Au départ personne ne comprend ce qu’il se passe au sein de la population palestinienne, les roquettes fusent. Les parents essayent de calmer les plus jeunes « Rassure-toi, ce sera sûrement une petite guerre de vingt jours comme d’habitude. » Cette phrase réconfortante d’un papa à son enfant donne déjà tout le contexte de la vie sous occupation. Un quotidien en sursis entre chaque attaque depuis 1948.
Tous·tes ignorent alors que cette « riposte » sera plus meurtrières encore que toutes les précédentes. Dès le 7 octobre, Gaza est complètement fermée par les forces d’occupation israéliennes. Personne ne peut quitter l’enclave. Personne ne peut y entrer non plus, ni journaliste ni aide humanitaire. Les Gazaoui·es deviennent donc les seul·es à pouvoir documenter l’horreur qui s’abat sur elleux. L’un d’eux dit d’ailleurs : « On préfère toujours avoir des journalistes étrangers avec nous parce que les images prises par des journalistes palestiniens sont toujours remises en doute par Israël »… et ne sont donc pas reprises par les médias occidentaux.
Vient ensuite le moment de l’exode vers le sud de Gaza, « lieu sûr » paraît-il. Les caméras filment alors les familles perdues, quelques bagages à la main, la terreur et l’incertitude dans les regards. Partir sans savoir quand ni même si on reverra sa maison. Mais partir quand même, car c’est le seul espoir alors de survivre.
Très vite, on se rend compte que le sud de Gaza n’est pas plus sûr que le nord, qu’aucune zone n’est épargnée et que les journalistes vont rapidement devenir des cibles claires de l’FDI (Force de Défense d'Israël).
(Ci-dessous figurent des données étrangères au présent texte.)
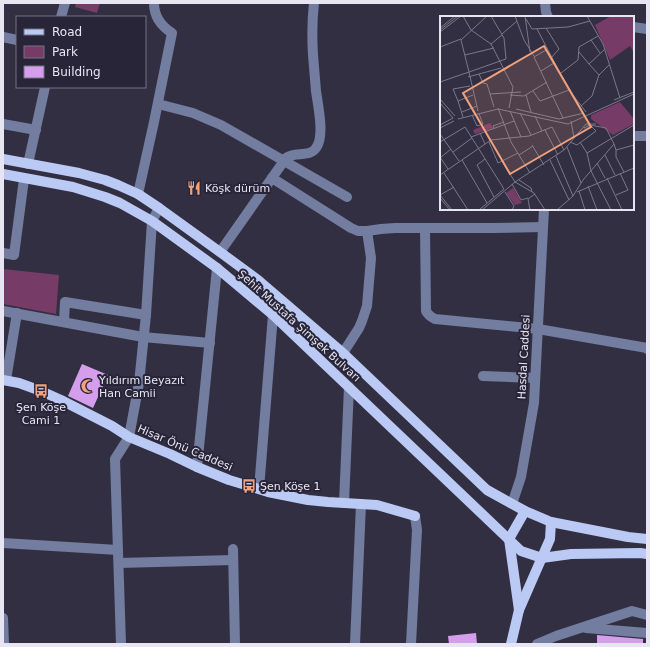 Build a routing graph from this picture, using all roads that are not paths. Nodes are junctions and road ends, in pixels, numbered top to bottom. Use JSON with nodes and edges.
{"nodes":[{"id":1,"x":65,"y":3,"type":"edge"},
{"id":2,"x":154,"y":3,"type":"edge"},
{"id":3,"x":314,"y":3,"type":"edge"},
{"id":4,"x":545,"y":3,"type":"edge"},
{"id":5,"x":62,"y":16,"type":"edge"},
{"id":6,"x":548,"y":16,"type":"edge"},
{"id":7,"x":634,"y":27,"type":"edge"},
{"id":8,"x":647,"y":29,"type":"edge"},
{"id":9,"x":3,"y":37,"type":"edge"},
{"id":10,"x":16,"y":40,"type":"edge"},
{"id":11,"x":45,"y":88,"type":"edge"},
{"id":12,"x":158,"y":104,"type":"junction"},
{"id":13,"x":3,"y":124,"type":"edge"},
{"id":14,"x":36,"y":130,"type":"junction"},
{"id":15,"x":634,"y":136,"type":"edge"},
{"id":16,"x":647,"y":136,"type":"edge"},
{"id":17,"x":3,"y":160,"type":"edge"},
{"id":18,"x":284,"y":161,"type":"junction"},
{"id":19,"x":28,"y":164,"type":"junction"},
{"id":20,"x":3,"y":174,"type":"edge"},
{"id":21,"x":24,"y":178,"type":"junction"},
{"id":22,"x":272,"y":178,"type":"junction"},
{"id":23,"x":138,"y":194,"type":"junction"},
{"id":24,"x":347,"y":197,"type":"dead end"},
{"id":25,"x":159,"y":208,"type":"junction"},
{"id":26,"x":544,"y":210,"type":"edge"},
{"id":27,"x":152,"y":221,"type":"junction"},
{"id":28,"x":543,"y":227,"type":"junction"},
{"id":29,"x":426,"y":228,"type":"junction"},
{"id":30,"x":368,"y":231,"type":"junction"},
{"id":31,"x":220,"y":252,"type":"junction"},
{"id":32,"x":3,"y":253,"type":"edge"},
{"id":33,"x":217,"y":268,"type":"junction"},
{"id":34,"x":3,"y":311,"type":"edge"},
{"id":35,"x":17,"y":313,"type":"junction"},
{"id":36,"x":146,"y":315,"type":"junction"},
{"id":37,"x":273,"y":315,"type":"junction"},
{"id":38,"x":64,"y":322,"type":"junction"},
{"id":39,"x":538,"y":329,"type":"junction"},
{"id":40,"x":143,"y":337,"type":"junction"},
{"id":41,"x":210,"y":343,"type":"junction"},
{"id":42,"x":647,"y":348,"type":"edge"},
{"id":43,"x":344,"y":352,"type":"junction"},
{"id":44,"x":483,"y":376,"type":"dead end"},
{"id":45,"x":535,"y":378,"type":"junction"},
{"id":46,"x":4,"y":380,"type":"edge"},
{"id":47,"x":349,"y":387,"type":"junction"},
{"id":48,"x":129,"y":437,"type":"junction"},
{"id":49,"x":198,"y":467,"type":"junction"},
{"id":50,"x":259,"y":489,"type":"junction"},
{"id":51,"x":344,"y":503,"type":"junction"},
{"id":52,"x":361,"y":504,"type":"junction"},
{"id":53,"x":512,"y":504,"type":"junction"},
{"id":54,"x":525,"y":511,"type":"junction"},
{"id":55,"x":415,"y":516,"type":"joint"},
{"id":56,"x":551,"y":522,"type":"junction"},
{"id":57,"x":508,"y":539,"type":"junction"},
{"id":58,"x":647,"y":539,"type":"edge"},
{"id":59,"x":3,"y":544,"type":"edge"},
{"id":60,"x":233,"y":548,"type":"dead end"},
{"id":61,"x":118,"y":550,"type":"junction"},
{"id":62,"x":647,"y":554,"type":"edge"},
{"id":63,"x":542,"y":558,"type":"junction"},
{"id":64,"x":233,"y":560,"type":"junction"},
{"id":65,"x":119,"y":563,"type":"junction"},
{"id":66,"x":519,"y":610,"type":"junction"},
{"id":67,"x":647,"y":615,"type":"edge"},
{"id":68,"x":3,"y":618,"type":"edge"},
{"id":69,"x":582,"y":627,"type":"junction"},
{"id":70,"x":647,"y":633,"type":"edge"},
{"id":71,"x":4,"y":644,"type":"edge"},
{"id":72,"x":121,"y":644,"type":"edge"},
{"id":73,"x":235,"y":644,"type":"edge"},
{"id":74,"x":355,"y":644,"type":"edge"},
{"id":75,"x":411,"y":644,"type":"edge"},
{"id":76,"x":511,"y":644,"type":"edge"},
{"id":77,"x":537,"y":644,"type":"edge"}],
"edges":[{"from":1,"to":5,"type":"street"},
{"from":2,"to":12,"type":"street"},
{"from":3,"to":18,"type":"street"},
{"from":4,"to":6,"type":"street"},
{"from":7,"to":8,"type":"street"},
{"from":9,"to":10,"type":"street"},
{"from":11,"to":14,"type":"street"},
{"from":12,"to":18,"type":"street"},
{"from":12,"to":23,"type":"street"},
{"from":13,"to":14,"type":"street"},
{"from":14,"to":19,"type":"street"},
{"from":15,"to":16,"type":"street"},
{"from":17,"to":19,"type":"main road","name":"Şehit Mustafa Şimşek Bulvarı"},
{"from":18,"to":22,"type":"street"},
{"from":18,"to":24,"type":"street"},
{"from":19,"to":23,"type":"main road","name":"Şehit Mustafa Şimşek Bulvarı"},
{"from":20,"to":21,"type":"main road","name":"Şehit Mustafa Şimşek Bulvarı"},
{"from":21,"to":27,"type":"main road","name":"Şehit Mustafa Şimşek Bulvarı"},
{"from":21,"to":32,"type":"street"},
{"from":22,"to":30,"type":"street"},
{"from":22,"to":31,"type":"street"},
{"from":23,"to":25,"type":"main road","name":"Şehit Mustafa Şimşek Bulvarı"},
{"from":25,"to":27,"type":"street"},
{"from":25,"to":31,"type":"main road","name":"Şehit Mustafa Şimşek Bulvarı"},
{"from":26,"to":28,"type":"street","name":"Hasdal Caddesi"},
{"from":27,"to":33,"type":"main road","name":"Şehit Mustafa Şimşek Bulvarı"},
{"from":27,"to":36,"type":"street"},
{"from":28,"to":29,"type":"street"},
{"from":28,"to":39,"type":"street","name":"Hasdal Caddesi"},
{"from":29,"to":30,"type":"street"},
{"from":29,"to":39,"type":"street"},
{"from":30,"to":43,"type":"street"},
{"from":31,"to":43,"type":"main road","name":"Şehit Mustafa Şimşek Bulvarı"},
{"from":33,"to":37,"type":"main road","name":"Şehit Mustafa Şimşek Bulvarı"},
{"from":33,"to":41,"type":"street"},
{"from":34,"to":35,"type":"street"},
{"from":35,"to":38,"type":"street"},
{"from":35,"to":46,"type":"street"},
{"from":36,"to":38,"type":"street"},
{"from":36,"to":40,"type":"street"},
{"from":37,"to":47,"type":"main road","name":"Şehit Mustafa Şimşek Bulvarı"},
{"from":37,"to":50,"type":"street"},
{"from":38,"to":40,"type":"street"},
{"from":39,"to":42,"type":"street"},
{"from":39,"to":45,"type":"street","name":"Hasdal Caddesi"},
{"from":40,"to":41,"type":"street"},
{"from":40,"to":48,"type":"street"},
{"from":41,"to":49,"type":"street"},
{"from":43,"to":53,"type":"main road","name":"Şehit Mustafa Şimşek Bulvarı"},
{"from":44,"to":45,"type":"street"},
{"from":45,"to":53,"type":"street","name":"Hasdal Caddesi"},
{"from":46,"to":48,"type":"main road","name":"Hisar Önü Caddesi"},
{"from":47,"to":51,"type":"street"},
{"from":47,"to":57,"type":"main road","name":"Şehit Mustafa Şimşek Bulvarı"},
{"from":48,"to":49,"type":"main road","name":"Hisar Önü Caddesi"},
{"from":48,"to":61,"type":"street"},
{"from":49,"to":50,"type":"main road","name":"Hisar Önü Caddesi"},
{"from":50,"to":51,"type":"main road","name":"Hisar Önü Caddesi"},
{"from":51,"to":52,"type":"main road","name":"Hisar Önü Caddesi"},
{"from":52,"to":55,"type":"main road","name":"Hisar Önü Caddesi"},
{"from":52,"to":74,"type":"street"},
{"from":53,"to":54,"type":"main road","name":"Şehit Mustafa Şimşek Bulvarı"},
{"from":54,"to":56,"type":"main road","name":"Şehit Mustafa Şimşek Bulvarı"},
{"from":54,"to":57,"type":"main road"},
{"from":55,"to":75,"type":"street"},
{"from":56,"to":58,"type":"main road","name":"Şehit Mustafa Şimşek Bulvarı"},
{"from":56,"to":63,"type":"main road"},
{"from":57,"to":63,"type":"main road","name":"Şehit Mustafa Şimşek Bulvarı"},
{"from":57,"to":66,"type":"main road"},
{"from":59,"to":61,"type":"street"},
{"from":60,"to":64,"type":"street"},
{"from":61,"to":65,"type":"street"},
{"from":62,"to":63,"type":"main road"},
{"from":63,"to":66,"type":"main road"},
{"from":64,"to":65,"type":"street"},
{"from":64,"to":73,"type":"street"},
{"from":65,"to":72,"type":"street"},
{"from":66,"to":76,"type":"main road"},
{"from":67,"to":69,"type":"street"},
{"from":68,"to":71,"type":"street"},
{"from":69,"to":70,"type":"street"},
{"from":69,"to":77,"type":"street"}]}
Comment continuer à travailler quand ton gilet pare-balles « Press », censé te protéger, te met encore plus en danger ? Quand tu enterres tes proches jour après jour, quand tu survis dans une prison à ciel ouvert ? Et en même temps comment arrêter quand le monde entier reste silencieux et que l’impunité règne ? Il faut ajouter à tout cela la famine, le son menaçant et quasi perpétuel des drones, les coupures de réseaux et d’électricité, le manque de carburant. Chaque jour est une lutte.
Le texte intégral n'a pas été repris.